Escalada das capacidades de hacking do iPhone

A descoberta do Darksword segue de perto a revelação de outra ferramenta avançada de hacking, Coruna, no início de março. O Coruna foi inicialmente desenvolvido pelo empreiteiro de defesa dos EUA L3Harris para agências de inteligência ocidentais (incluindo a aliança Five Eyes) antes de ser adotado por espiões russos e cibercriminosos chineses. O surgimento de duas dessas ferramentas sugere que spywares altamente capazes para hackear iPhones são mais acessíveis do que se acreditava anteriormente. Notavelmente, ambas as campanhas centraram-se quase exclusivamente em alvos ucranianos, indicando um certo grau de contenção, apesar do potencial global das ferramentas.

Darksword: uma operação de “quebrar e agarrar”

Ao contrário do spyware focado em vigilância, projetado para acesso de longo prazo, o Darksword parece otimizado para rápida exfiltração de dados.
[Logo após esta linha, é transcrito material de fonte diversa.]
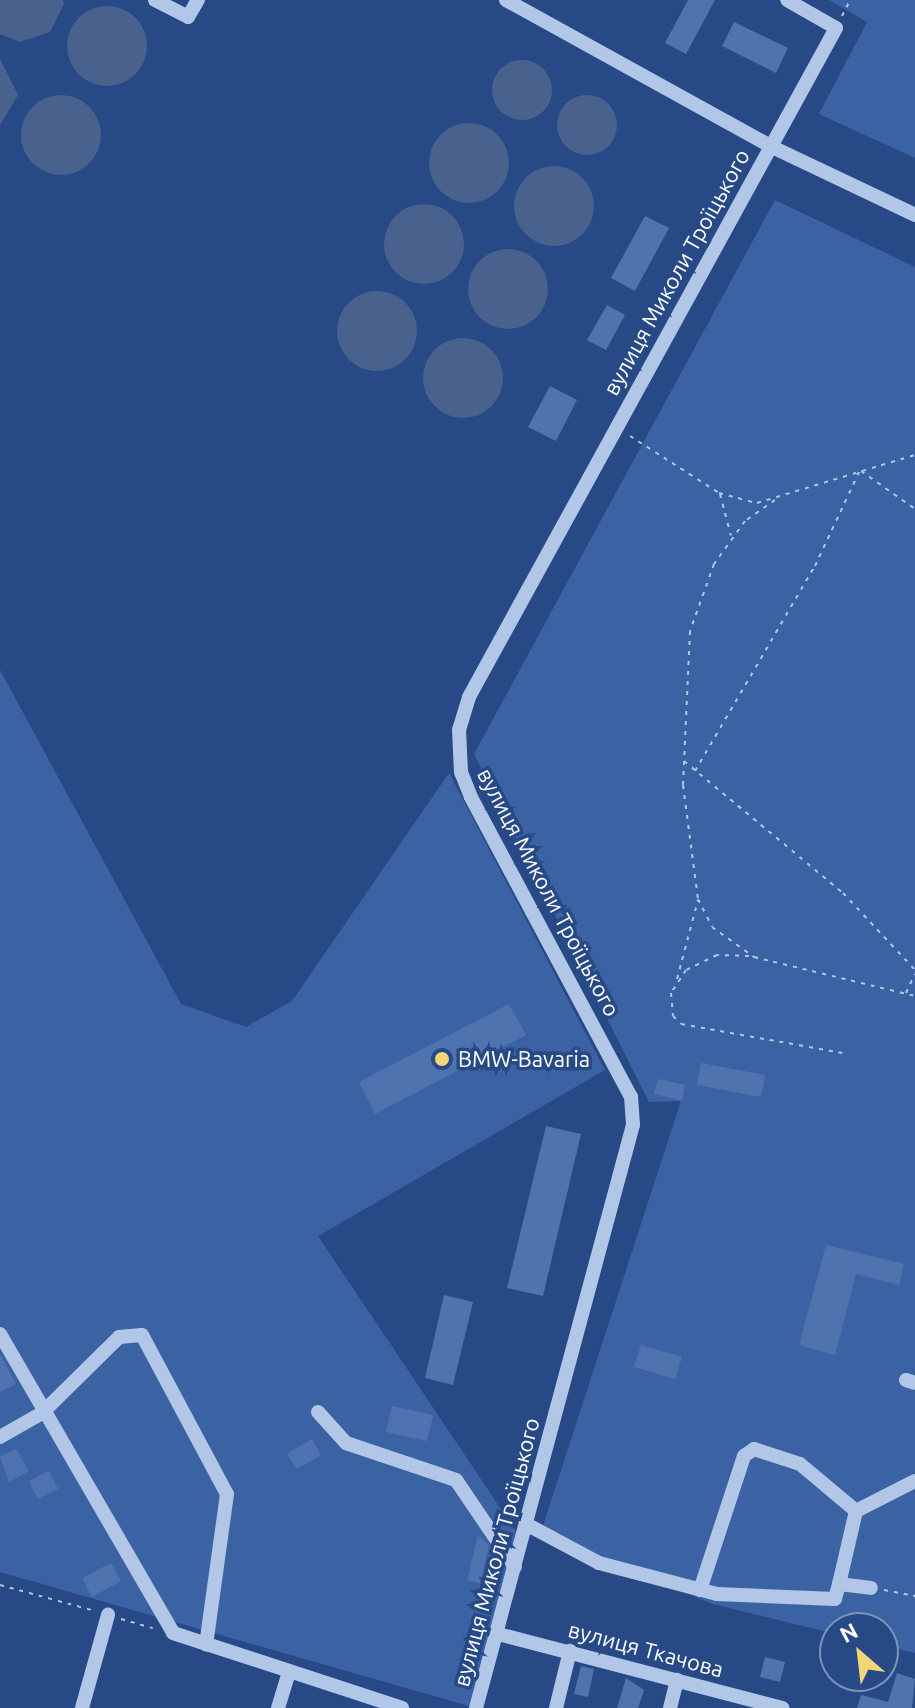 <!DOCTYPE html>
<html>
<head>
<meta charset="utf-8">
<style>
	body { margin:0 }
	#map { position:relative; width:915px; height:1708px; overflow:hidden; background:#274a87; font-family:Ubuntu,sans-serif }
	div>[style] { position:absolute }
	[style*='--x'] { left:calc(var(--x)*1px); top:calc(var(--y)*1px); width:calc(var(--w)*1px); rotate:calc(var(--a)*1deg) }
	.green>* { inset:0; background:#3b63a3 }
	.water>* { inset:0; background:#49618d }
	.round { border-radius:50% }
	.building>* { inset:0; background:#4f73ae }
	.path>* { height:2px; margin-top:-1px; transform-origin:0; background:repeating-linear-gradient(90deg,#b2c7e8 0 4px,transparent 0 10px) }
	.minor>* { height:14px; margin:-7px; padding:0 7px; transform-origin:7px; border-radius:7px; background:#b2c7e8 }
	.dots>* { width:22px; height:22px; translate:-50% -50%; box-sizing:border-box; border:4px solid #274a87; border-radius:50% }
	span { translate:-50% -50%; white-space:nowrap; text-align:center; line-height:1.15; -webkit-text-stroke:7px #274a87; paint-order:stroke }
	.street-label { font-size:22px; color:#fff }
	.poi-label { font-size:22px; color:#fff }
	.left { translate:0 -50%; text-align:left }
	.north { position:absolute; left:819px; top:1612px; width:80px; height:80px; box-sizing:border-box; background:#274a87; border:2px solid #7d92b7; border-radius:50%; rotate:332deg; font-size:22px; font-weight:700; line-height:32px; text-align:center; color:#fff }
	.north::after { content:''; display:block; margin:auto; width:28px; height:36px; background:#f1d778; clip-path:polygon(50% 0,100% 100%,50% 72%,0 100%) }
</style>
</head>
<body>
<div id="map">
	<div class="green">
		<i style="clip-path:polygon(829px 0,915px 0,915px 158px,819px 114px,867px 22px)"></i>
		<i style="clip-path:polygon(775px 200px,915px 267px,915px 1653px,883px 1645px,883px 1628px,835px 1628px,835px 1634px,713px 1604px,540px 1535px,681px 1101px,649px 1102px,474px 754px)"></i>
		<i style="clip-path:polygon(0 670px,181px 1004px,246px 1027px,292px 1001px,449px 773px,605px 1070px,318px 1236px,519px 1536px,476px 1708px,0 1572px)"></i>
	</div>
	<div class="water">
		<i style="clip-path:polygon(0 0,63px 0,64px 4px,50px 32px,20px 42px,0 34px)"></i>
		<i class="round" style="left:67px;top:6px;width:80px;height:80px"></i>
		<i style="clip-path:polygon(0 59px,18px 95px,0 125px)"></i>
		<i class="round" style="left:492px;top:60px;width:60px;height:60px"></i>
		<i class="round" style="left:557px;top:95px;width:60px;height:60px"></i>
		<i class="round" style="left:21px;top:95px;width:80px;height:80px"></i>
		<i class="round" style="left:429px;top:123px;width:80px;height:80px"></i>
		<i class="round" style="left:514px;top:166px;width:80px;height:80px"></i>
		<i class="round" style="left:384px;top:204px;width:80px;height:80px"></i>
		<i class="round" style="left:468px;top:249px;width:80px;height:80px"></i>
		<i class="round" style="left:337px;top:291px;width:80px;height:80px"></i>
		<i class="round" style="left:423px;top:338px;width:80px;height:80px"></i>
	</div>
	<div class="building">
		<i style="clip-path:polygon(688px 0,715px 0,686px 54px,665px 43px)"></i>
		<i style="clip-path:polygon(734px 22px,788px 48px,776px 73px,722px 46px)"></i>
		<i style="clip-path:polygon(645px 216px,669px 228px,635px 291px,611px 278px)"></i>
		<i style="clip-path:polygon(607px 305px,625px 315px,606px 350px,587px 340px)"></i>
		<i style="clip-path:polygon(550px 386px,577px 400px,556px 441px,528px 427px)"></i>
		<i style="clip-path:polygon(509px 1004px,526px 1035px,375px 1114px,359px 1082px)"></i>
		<i style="clip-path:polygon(701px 1063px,765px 1075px,761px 1097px,697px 1085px)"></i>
		<i style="clip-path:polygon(658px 1079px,685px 1085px,682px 1101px,654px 1094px)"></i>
		<i style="clip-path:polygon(546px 1126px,581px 1134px,543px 1296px,507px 1288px)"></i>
		<i style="clip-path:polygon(826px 1245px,904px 1264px,899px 1285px,856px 1274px,835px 1355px,799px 1345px)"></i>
		<i style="clip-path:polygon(444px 1295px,473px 1302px,453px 1385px,425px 1378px)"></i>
		<i style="clip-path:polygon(641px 1345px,682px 1357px,675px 1379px,634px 1367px)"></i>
		<i style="clip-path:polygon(0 1354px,16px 1384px,0 1392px)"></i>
		<i style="clip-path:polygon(392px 1406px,433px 1415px,427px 1441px,386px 1432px)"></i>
		<i style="clip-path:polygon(312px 1439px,321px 1455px,297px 1469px,287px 1454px)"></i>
		<i style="clip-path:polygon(16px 1449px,29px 1471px,9px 1482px,0 1457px)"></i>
		<i style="clip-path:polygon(49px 1471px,58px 1489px,38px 1499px,29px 1481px)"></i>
		<i style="clip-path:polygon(478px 1535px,489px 1546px,480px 1583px,467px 1580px)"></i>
		<i style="clip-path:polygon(111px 1563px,121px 1581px,92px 1597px,82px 1578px)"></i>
		<i style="clip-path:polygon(765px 1657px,785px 1662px,780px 1682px,760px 1677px)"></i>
		<i style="clip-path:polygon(581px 1666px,594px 1669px,588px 1697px,574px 1694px)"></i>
		<i style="clip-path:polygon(897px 1673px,915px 1679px,912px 1708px,857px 1708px,861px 1695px,888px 1702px)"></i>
		<i style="clip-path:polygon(626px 1678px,644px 1690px,638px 1708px,617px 1708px)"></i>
	</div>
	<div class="path">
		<i style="--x:842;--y:16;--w:18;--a:-63"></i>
		<i style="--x:630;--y:436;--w:106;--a:32.6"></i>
		<i style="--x:719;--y:493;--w:39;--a:15"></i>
		<i style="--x:757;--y:503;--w:165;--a:-16.9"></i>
		<i style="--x:861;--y:471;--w:66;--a:35.1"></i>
		<i style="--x:720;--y:494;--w:43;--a:75.3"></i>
		<i style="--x:775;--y:500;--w:37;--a:145"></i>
		<i style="--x:745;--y:521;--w:53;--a:125.8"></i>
		<i style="--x:714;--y:564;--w:71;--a:109.7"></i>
		<i style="--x:690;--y:631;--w:154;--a:92.6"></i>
		<i style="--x:683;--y:785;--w:115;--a:82.5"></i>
		<i style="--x:698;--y:899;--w:31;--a:63"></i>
		<i style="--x:712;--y:927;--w:52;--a:35.5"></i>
		<i style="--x:754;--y:957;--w:166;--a:13.6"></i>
		<i style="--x:684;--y:761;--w:207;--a:39.7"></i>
		<i style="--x:843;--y:893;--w:105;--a:46.9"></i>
		<i style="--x:695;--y:771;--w:238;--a:-59.7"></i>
		<i style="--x:815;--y:566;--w:106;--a:-64.9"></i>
		<i style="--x:749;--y:956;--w:32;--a:-178"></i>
		<i style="--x:717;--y:955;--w:34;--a:154"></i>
		<i style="--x:686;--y:970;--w:27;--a:123"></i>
		<i style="--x:671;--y:993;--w:23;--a:85"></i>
		<i style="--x:673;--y:1016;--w:11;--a:45"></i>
		<i style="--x:681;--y:1024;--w:164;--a:10.2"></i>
		<i style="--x:677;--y:979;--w:82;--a:-75.1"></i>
		<i style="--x:906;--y:993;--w:21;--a:-65"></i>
		<i style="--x:0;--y:1585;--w:98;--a:15.3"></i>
		<i style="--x:884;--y:1590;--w:32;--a:11"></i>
		<i style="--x:121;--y:1619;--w:33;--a:16"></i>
	</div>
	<div class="minor">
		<i style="--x:155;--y:0;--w:37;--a:27"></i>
		<i style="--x:188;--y:17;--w:20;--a:-60"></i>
		<i style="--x:506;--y:0;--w:302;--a:28.9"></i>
		<i style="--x:770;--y:146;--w:161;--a:25.4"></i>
		<i style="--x:0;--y:1334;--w:345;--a:59.9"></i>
		<i style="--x:173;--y:1633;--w:241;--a:18.1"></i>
		<i style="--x:906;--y:1380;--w:9;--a:18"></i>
		<i style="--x:318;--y:1412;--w:42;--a:47.9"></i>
		<i style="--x:346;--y:1443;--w:116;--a:18.6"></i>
		<i style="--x:456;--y:1480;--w:105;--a:55.9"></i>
		<i style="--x:0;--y:1437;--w:48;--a:-29.7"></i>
		<i style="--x:42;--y:1413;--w:108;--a:-44.6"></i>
		<i style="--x:119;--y:1337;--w:23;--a:-5"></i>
		<i style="--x:142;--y:1335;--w:180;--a:61.9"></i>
		<i style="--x:227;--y:1494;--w:152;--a:97.9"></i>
		<i style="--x:856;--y:1511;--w:66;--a:-27"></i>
		<i style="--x:526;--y:1524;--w:83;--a:28.1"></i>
		<i style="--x:599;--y:1563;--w:122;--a:14.7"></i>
		<i style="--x:717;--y:1594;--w:118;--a:2.4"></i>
		<i style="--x:835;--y:1599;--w:16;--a:-75"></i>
		<i style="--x:839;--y:1584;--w:32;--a:7"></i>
		<i style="--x:700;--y:1590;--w:141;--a:-71.8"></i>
		<i style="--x:744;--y:1456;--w:12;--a:-35"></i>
		<i style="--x:754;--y:1449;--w:48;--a:18.1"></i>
		<i style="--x:800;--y:1464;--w:73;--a:40"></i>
		<i style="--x:856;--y:1511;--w:75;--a:103.1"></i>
		<i style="--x:498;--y:1634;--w:294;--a:14.6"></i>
		<i style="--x:82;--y:1708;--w:97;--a:-74.4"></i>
		<i style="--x:278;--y:1708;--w:38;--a:-73"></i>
		<i style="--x:476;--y:1708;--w:604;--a:-74.93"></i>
		<i style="--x:633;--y:1125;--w:28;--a:-94"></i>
		<i style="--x:631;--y:1097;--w:340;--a:-118.1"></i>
		<i style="--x:471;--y:797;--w:27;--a:-112"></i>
		<i style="--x:461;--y:772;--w:42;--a:-92.7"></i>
		<i style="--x:459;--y:730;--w:34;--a:-73"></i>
		<i style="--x:469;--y:697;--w:763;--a:-61.25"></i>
		<i style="--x:836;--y:28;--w:56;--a:-150.3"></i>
		<i style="--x:556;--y:1708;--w:59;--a:-76.2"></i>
		<i style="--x:670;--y:1708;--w:29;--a:-76"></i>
	</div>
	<div class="dots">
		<i style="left:442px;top:1059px;background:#f1d778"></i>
	</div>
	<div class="street-label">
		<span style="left:676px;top:272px;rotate:-61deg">вулиця Миколи Троїцького</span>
		<span style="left:549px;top:892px;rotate:62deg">вулиця Миколи Троїцького</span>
		<span style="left:496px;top:1552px;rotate:-75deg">вулиця Миколи Троїцького</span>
		<span style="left:646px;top:1649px;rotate:15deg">вулиця Ткачова</span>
	</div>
	<div class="poi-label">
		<span class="left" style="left:458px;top:1059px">BMW-Bavaria</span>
	</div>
	<div class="north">N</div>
</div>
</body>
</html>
O kit de ferramentas rouba senhas, fotos, mensagens (do WhatsApp e Telegram) e histórico de navegação e desaparece rapidamente. Os pesquisadores estimam que o malware permanece ativo em um dispositivo por apenas “minutos”, dependendo da quantidade de dados roubados. Isto sugere um foco principal na recolha imediata de informações, em vez de uma monitorização prolongada.
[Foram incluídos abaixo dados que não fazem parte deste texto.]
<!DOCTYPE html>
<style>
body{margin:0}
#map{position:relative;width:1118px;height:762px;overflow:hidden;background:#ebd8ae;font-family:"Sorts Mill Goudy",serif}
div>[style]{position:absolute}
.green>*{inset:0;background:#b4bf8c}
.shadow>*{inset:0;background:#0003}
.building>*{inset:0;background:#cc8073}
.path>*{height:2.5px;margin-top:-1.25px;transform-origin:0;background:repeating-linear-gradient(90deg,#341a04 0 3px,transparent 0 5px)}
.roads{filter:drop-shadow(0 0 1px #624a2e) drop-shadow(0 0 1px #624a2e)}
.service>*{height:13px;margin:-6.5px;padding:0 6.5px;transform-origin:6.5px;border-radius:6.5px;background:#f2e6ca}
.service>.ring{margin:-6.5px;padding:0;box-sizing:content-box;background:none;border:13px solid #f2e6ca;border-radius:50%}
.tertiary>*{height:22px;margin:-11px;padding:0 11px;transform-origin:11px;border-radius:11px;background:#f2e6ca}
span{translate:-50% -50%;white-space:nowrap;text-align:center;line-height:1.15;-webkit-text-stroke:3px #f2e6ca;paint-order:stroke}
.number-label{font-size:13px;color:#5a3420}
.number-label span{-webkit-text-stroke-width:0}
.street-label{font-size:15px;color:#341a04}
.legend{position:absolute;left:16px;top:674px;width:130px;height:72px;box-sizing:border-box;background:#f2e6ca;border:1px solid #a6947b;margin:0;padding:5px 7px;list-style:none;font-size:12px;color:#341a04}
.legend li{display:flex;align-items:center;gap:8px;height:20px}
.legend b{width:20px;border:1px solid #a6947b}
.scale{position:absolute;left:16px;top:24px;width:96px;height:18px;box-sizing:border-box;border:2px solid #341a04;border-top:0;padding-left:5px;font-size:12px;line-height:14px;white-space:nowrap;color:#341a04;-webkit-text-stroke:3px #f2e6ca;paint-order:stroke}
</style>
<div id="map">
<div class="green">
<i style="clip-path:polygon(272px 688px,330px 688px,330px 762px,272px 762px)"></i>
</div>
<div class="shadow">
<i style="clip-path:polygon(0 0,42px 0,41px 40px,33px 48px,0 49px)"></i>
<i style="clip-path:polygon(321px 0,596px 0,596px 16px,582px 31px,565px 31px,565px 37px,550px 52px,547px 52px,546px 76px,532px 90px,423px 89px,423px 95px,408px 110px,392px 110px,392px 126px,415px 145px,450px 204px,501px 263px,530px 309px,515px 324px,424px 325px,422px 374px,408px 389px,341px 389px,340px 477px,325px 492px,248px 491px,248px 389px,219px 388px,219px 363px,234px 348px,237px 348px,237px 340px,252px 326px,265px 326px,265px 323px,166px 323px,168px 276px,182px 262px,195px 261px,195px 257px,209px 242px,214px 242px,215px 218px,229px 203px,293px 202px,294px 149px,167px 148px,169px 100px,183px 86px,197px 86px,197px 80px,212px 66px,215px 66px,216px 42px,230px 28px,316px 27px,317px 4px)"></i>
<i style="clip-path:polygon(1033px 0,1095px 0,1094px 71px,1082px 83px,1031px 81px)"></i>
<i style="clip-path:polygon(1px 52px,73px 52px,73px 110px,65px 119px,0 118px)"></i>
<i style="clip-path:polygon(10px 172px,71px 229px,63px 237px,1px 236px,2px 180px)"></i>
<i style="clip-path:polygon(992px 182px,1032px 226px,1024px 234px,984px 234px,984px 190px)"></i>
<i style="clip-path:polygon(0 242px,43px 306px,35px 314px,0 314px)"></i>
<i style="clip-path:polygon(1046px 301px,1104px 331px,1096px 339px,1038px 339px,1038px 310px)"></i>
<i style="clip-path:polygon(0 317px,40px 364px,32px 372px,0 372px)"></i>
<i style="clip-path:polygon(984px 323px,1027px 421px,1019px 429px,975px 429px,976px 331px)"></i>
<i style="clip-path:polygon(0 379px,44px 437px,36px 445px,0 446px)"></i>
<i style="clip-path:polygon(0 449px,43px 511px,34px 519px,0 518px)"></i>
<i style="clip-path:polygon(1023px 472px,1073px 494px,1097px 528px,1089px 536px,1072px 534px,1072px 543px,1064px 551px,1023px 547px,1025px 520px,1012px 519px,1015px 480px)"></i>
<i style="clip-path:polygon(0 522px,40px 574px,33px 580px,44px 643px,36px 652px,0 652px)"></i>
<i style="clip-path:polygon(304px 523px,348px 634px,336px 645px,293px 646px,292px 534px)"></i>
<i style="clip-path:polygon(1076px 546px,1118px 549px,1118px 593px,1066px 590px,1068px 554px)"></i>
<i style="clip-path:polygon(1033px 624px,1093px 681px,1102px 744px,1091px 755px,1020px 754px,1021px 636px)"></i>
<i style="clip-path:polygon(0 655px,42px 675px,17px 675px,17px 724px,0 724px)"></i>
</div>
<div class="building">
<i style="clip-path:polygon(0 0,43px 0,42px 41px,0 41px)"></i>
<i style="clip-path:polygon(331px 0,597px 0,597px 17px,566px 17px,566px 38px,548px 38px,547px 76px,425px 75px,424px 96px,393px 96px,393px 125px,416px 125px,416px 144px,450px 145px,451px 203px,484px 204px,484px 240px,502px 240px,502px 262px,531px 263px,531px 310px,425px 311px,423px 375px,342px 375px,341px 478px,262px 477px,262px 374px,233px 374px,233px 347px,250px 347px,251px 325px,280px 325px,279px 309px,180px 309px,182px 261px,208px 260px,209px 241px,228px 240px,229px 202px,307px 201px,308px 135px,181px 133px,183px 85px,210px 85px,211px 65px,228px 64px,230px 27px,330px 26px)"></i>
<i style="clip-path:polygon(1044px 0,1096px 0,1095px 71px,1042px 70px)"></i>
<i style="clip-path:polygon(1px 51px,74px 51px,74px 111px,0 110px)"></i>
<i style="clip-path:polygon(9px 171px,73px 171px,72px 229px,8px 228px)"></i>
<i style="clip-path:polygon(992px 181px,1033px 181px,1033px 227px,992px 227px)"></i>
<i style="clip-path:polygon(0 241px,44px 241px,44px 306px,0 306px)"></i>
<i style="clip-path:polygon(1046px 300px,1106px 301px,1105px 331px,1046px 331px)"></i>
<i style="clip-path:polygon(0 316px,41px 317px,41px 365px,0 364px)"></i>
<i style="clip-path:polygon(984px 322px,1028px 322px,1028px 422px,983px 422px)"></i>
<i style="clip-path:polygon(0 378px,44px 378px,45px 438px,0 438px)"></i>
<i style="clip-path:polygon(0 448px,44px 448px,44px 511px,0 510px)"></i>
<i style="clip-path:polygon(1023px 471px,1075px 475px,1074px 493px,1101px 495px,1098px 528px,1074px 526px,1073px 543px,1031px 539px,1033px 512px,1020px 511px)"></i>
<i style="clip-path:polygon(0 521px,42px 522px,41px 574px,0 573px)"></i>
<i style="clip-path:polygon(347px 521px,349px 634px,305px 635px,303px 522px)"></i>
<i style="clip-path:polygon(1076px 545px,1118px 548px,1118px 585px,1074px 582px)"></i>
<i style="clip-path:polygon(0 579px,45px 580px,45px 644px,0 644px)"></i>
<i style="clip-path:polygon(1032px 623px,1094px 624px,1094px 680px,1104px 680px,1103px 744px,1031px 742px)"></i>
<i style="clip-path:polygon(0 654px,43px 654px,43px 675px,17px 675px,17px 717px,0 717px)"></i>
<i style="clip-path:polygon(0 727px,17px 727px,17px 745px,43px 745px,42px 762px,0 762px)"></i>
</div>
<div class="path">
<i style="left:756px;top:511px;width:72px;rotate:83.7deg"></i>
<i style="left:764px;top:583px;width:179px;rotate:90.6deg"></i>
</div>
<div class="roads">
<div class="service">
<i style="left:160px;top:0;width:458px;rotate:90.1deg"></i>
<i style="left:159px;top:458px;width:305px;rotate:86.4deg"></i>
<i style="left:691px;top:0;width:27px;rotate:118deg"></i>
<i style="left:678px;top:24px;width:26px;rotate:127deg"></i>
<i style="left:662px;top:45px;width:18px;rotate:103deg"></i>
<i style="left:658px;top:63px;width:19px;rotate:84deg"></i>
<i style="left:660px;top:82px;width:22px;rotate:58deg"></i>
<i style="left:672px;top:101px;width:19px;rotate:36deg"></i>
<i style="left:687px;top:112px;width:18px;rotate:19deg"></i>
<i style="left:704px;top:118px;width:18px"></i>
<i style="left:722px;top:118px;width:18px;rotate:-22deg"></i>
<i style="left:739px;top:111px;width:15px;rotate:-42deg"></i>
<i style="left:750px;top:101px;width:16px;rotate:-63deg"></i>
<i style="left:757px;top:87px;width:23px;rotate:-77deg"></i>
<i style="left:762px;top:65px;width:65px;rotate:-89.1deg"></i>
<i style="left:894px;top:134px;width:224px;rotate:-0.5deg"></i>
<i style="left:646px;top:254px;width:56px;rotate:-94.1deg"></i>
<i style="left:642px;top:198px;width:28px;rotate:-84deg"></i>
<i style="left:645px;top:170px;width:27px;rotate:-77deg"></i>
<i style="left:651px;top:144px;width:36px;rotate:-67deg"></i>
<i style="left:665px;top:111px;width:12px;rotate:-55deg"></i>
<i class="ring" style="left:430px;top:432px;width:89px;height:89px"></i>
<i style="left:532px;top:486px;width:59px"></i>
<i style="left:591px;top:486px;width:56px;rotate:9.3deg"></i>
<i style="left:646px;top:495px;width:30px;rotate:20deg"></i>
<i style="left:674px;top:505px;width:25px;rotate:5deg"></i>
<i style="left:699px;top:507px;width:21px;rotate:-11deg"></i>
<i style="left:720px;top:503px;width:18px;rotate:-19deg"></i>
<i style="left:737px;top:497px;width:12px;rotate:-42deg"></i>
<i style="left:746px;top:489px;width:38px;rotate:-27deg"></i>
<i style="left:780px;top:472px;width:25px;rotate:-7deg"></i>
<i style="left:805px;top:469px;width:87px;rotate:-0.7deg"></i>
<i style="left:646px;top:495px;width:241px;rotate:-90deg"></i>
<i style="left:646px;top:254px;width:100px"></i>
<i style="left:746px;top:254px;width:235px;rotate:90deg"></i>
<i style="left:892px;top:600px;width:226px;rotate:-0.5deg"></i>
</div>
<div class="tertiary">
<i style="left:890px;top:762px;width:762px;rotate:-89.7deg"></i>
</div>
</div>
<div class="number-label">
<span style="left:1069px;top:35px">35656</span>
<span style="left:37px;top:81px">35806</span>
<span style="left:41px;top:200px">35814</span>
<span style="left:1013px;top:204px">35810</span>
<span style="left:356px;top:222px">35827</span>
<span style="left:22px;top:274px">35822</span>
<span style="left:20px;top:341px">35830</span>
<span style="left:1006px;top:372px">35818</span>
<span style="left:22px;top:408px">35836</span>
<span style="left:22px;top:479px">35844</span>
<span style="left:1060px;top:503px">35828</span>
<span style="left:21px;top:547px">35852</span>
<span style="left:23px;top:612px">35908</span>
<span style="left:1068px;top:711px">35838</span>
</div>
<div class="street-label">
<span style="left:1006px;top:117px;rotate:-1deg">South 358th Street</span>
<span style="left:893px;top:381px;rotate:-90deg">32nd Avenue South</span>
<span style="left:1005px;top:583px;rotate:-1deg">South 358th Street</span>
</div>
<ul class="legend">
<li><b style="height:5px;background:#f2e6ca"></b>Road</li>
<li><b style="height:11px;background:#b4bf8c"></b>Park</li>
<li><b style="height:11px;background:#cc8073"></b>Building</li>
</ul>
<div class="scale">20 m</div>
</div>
“A explicação mais provável é que os hackers estavam interessados ​​em aprender sobre o padrão de vida das vítimas, o que não exigia que fizessem vigilância constante, mas sim uma operação de esmagamento e captura”, diz Rocky Cole, co-fundador da iVerify.

Motivos duplos: espionagem e ganho financeiro

Darksword também incorpora recursos para roubar criptomoedas de aplicativos de carteira populares, uma adição incomum para um grupo de hackers suspeito de ser apoiado pelo Estado. Embora os pesquisadores não tenham certeza se os hackers buscaram ativamente ganhos financeiros, a capacidade do malware de roubar criptografia sugere uma operação com motivação financeira ou um escopo cada vez maior da atividade cibernética russa. O design modular do Darksword, permitindo fácil expansão da funcionalidade, indica ainda mais o desenvolvimento profissional.

Atribuição e implicações

Os especialistas em segurança apontam esmagadoramente para o governo russo como estando por trás do Darksword. Os pesquisadores da Lookout confirmam que o mesmo grupo responsável pela campanha da Corunha provavelmente está envolvido. Justin Albrecht, da Lookout, descreve o ator como “bem financiado e conectado”, conduzindo ataques alinhados com os requisitos da inteligência russa. A campanha em si foi ampla, infectando utilizadores ucranianos que visitaram websites comprometidos enquanto estavam no país.

A crescente sofisticação e acessibilidade das ferramentas de hacking do iPhone levantam sérias preocupações sobre o futuro da segurança móvel. O facto de estas ferramentas terem sido originadas por fornecedores ocidentais antes de serem adoptadas por adversários sublinha os perigos da tecnologia de dupla utilização no domínio cibernético. Esta última campanha reforça a necessidade de maior vigilância e melhores defesas contra hackers patrocinados pelo Estado.